Sonho, Lama & Caos

Texto de Toinho Castro

Para Beval Freitas


Hoje sonhei que o Pete Townshend dava a seguinte declaração sobre o Who:
The Who é como um parque de diversões. você liga os brinquedos e lá está a música.

No sonho eu citava essa declaração para o Kleber, enquanto explorávamos um manguezal que restava perto do Shopping Recife, num cenário dos anos 90, muito diferente de como deve estar hoje, depois da via mangue e ocupação imobiliária daquele trecho da rua Antonio Falcão, que leva da Imbiribeira até a praia.

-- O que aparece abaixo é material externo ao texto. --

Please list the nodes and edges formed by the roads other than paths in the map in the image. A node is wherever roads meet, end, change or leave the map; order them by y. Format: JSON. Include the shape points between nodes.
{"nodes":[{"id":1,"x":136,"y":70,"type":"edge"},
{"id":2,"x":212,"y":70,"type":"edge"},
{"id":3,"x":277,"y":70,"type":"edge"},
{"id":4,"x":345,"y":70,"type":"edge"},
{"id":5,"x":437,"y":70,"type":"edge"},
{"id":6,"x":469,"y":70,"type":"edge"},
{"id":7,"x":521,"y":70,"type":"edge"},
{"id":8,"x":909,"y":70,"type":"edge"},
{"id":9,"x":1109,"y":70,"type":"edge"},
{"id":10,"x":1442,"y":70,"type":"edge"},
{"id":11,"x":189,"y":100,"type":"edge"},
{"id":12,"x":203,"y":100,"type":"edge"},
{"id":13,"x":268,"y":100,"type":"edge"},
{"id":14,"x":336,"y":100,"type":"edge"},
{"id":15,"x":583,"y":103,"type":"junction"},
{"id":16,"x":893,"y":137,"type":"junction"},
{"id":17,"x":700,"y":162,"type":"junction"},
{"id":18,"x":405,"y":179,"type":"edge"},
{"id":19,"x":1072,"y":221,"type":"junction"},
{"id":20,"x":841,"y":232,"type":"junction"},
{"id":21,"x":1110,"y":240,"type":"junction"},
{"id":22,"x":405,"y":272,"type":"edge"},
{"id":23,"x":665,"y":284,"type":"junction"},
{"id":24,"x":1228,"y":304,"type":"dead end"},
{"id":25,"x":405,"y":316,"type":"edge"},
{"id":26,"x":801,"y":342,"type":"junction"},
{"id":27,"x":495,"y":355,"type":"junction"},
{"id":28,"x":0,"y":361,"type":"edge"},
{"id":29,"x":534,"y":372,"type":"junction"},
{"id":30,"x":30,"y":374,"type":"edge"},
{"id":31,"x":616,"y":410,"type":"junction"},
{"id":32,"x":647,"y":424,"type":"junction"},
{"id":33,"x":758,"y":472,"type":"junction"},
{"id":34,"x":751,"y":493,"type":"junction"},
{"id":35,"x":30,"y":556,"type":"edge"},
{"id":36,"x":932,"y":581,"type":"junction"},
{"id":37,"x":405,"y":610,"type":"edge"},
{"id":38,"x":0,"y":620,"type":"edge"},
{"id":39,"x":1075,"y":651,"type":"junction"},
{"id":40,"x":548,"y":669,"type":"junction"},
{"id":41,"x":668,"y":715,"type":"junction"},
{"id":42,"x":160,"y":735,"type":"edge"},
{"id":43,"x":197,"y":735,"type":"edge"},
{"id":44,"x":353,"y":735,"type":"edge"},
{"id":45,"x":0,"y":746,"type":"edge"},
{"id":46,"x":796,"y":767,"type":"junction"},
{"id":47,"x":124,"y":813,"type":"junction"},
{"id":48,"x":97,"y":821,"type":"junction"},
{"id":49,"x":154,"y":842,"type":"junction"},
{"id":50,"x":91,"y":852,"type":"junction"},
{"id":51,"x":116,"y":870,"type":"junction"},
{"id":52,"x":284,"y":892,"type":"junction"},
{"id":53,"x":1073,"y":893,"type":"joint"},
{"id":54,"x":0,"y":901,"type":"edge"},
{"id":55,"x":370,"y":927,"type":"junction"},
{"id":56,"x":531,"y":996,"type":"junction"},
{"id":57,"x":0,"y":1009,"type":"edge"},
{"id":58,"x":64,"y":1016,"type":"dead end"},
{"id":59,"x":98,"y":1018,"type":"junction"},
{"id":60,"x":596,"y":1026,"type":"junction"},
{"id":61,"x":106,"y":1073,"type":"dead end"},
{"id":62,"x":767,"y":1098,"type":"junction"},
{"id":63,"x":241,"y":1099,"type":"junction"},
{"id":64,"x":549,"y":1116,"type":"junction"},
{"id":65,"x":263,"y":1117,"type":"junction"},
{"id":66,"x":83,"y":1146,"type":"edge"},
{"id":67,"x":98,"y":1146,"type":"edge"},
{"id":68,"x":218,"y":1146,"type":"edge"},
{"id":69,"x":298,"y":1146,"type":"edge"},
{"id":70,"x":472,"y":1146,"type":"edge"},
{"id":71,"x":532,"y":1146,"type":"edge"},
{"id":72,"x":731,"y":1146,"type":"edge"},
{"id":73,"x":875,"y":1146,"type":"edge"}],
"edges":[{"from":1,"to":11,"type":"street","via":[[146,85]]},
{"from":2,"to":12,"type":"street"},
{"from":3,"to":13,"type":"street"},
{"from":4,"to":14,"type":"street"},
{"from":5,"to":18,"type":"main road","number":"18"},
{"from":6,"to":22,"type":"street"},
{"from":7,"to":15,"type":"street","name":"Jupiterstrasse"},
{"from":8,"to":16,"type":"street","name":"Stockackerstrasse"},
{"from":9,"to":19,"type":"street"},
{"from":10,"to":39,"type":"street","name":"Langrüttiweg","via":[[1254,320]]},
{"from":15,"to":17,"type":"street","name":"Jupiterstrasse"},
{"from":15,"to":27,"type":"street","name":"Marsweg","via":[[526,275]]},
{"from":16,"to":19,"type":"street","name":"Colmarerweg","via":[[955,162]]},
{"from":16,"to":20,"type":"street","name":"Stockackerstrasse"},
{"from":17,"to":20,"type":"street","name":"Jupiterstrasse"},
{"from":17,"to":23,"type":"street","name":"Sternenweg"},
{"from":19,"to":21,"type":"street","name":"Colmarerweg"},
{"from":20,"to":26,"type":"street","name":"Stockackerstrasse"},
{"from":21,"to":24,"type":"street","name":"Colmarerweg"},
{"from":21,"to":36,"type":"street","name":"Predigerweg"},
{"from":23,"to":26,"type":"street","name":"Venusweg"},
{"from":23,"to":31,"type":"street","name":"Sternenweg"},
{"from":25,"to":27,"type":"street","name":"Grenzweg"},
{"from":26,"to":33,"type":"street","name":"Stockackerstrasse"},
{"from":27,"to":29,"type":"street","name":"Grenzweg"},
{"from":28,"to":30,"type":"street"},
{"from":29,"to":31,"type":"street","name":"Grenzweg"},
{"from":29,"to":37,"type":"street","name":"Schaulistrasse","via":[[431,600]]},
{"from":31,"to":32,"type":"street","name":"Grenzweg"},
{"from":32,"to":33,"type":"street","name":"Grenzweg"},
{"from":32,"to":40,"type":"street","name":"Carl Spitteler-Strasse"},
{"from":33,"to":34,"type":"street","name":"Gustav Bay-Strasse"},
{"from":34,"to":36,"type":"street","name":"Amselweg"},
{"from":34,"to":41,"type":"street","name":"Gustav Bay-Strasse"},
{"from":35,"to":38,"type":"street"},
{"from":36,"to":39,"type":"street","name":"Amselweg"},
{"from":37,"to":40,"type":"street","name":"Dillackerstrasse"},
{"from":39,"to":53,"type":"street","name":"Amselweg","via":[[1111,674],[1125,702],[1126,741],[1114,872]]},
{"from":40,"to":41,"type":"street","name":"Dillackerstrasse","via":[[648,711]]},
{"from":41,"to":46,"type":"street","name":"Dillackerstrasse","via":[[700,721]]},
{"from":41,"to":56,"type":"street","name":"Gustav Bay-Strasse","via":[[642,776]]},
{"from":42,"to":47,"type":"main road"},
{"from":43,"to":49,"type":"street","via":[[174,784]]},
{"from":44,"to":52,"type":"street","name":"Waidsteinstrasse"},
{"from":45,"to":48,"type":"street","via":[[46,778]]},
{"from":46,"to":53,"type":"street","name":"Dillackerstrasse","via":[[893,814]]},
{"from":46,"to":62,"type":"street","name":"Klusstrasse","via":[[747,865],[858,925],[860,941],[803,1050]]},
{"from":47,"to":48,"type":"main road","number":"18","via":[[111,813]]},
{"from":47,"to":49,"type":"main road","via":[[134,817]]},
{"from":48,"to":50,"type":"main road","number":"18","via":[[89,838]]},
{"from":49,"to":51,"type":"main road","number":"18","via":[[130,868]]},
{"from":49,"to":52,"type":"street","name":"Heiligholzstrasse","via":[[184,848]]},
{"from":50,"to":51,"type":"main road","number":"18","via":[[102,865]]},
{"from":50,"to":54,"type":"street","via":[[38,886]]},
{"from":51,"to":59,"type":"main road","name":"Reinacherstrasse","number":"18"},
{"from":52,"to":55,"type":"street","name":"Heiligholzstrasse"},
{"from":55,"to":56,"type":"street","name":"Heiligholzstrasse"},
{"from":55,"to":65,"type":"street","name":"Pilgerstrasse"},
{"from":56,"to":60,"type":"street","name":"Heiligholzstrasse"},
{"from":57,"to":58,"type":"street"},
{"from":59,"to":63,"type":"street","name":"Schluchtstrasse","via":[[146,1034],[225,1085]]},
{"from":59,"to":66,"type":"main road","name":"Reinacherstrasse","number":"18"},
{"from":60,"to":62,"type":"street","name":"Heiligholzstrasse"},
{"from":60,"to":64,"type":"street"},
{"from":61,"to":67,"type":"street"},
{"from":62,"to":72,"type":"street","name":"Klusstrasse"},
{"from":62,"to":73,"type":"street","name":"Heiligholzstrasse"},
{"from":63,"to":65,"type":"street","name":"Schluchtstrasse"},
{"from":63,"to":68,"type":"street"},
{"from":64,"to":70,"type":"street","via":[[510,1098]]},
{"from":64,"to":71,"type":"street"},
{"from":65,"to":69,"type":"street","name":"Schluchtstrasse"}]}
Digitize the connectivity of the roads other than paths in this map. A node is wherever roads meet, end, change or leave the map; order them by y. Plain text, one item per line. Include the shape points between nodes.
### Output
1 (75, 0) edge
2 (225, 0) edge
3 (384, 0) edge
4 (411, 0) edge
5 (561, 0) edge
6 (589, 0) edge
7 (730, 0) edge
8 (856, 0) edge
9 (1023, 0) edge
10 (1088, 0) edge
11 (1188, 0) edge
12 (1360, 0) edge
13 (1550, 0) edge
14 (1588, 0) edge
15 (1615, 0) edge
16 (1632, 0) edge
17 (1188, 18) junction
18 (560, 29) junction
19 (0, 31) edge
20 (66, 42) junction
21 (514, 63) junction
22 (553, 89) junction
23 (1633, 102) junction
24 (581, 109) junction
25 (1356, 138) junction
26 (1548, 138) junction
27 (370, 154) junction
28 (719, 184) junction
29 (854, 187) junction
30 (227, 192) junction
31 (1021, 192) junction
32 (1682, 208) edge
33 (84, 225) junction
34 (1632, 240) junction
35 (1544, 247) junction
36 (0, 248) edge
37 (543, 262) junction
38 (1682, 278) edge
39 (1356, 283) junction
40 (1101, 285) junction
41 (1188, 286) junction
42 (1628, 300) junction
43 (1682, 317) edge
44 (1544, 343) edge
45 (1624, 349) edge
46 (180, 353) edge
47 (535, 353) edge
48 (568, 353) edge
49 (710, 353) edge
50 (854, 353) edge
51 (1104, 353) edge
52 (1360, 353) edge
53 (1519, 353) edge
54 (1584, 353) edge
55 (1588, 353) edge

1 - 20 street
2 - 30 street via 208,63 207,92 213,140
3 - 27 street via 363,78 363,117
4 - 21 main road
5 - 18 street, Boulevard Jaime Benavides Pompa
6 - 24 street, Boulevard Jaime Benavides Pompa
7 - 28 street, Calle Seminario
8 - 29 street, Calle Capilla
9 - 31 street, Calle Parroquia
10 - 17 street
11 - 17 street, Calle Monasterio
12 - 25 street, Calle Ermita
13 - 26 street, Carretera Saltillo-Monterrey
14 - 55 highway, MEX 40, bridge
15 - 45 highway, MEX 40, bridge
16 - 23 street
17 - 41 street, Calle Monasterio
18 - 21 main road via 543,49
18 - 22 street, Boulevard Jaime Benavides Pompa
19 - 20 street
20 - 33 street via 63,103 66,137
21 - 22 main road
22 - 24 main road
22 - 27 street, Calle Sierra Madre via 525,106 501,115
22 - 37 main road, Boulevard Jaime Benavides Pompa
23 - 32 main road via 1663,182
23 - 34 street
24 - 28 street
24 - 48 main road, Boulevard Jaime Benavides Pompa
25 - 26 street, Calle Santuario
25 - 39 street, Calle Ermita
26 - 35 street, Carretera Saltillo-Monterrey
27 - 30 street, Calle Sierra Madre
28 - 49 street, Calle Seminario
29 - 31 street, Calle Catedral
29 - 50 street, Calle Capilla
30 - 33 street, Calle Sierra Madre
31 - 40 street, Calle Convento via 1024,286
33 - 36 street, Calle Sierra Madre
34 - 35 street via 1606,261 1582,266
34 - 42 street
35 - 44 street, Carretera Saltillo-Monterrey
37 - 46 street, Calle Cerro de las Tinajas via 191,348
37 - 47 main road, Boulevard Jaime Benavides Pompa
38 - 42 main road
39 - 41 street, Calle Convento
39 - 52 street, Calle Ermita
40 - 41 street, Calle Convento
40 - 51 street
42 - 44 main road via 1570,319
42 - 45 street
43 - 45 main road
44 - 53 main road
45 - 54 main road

Toda a área do Shopping Center Recife, e seu entorno, era um manguezal. Lembro que havia um cano, uma tubulação, que cruzava parte do mangue e era caminho da meninada aventureira para a praia. atravessar pelo cano era um rito de passagem… foi tudo aterrado e testemunhei boa parte desse processo, que é, essencialmente, um processo de perda. em múltiplos sentidos.

Perdemos o mangue, perdemos a aventura do cano, perdemos essa sensação de transição até a praia. hoje é prédio, prédio, prédio e de repente, praia. Antes havia uma espécie de desconstrução até chegar na praia, mesmo considerando os prédios da orla. parece bobagem, e é bobagem, e falta-nos bobagem. Bobagem é coisa séria.

Acostumados que somos a dar sentido às coisas, ponho-me a pensar sobre os possíveis significados desse sonho, eu e Kleber com os pés enterrados na lama do mangue até a canela, conversando sobre uma declaração do Pete Towshend. Talvez fale do cosmopolitismo daqueles manguezais, das antenas enfiadas na lama, atentas ao mundo apesar de estar naquela Recife dos anos 80 e 90, ou talvez dar sentido a um sonho assim seja somente um péssimo hábito que precisamos combater. E seja, ao fim, somente isso, eu, Kleber, Pete Towshend e o manguezal. E isso não é pouco.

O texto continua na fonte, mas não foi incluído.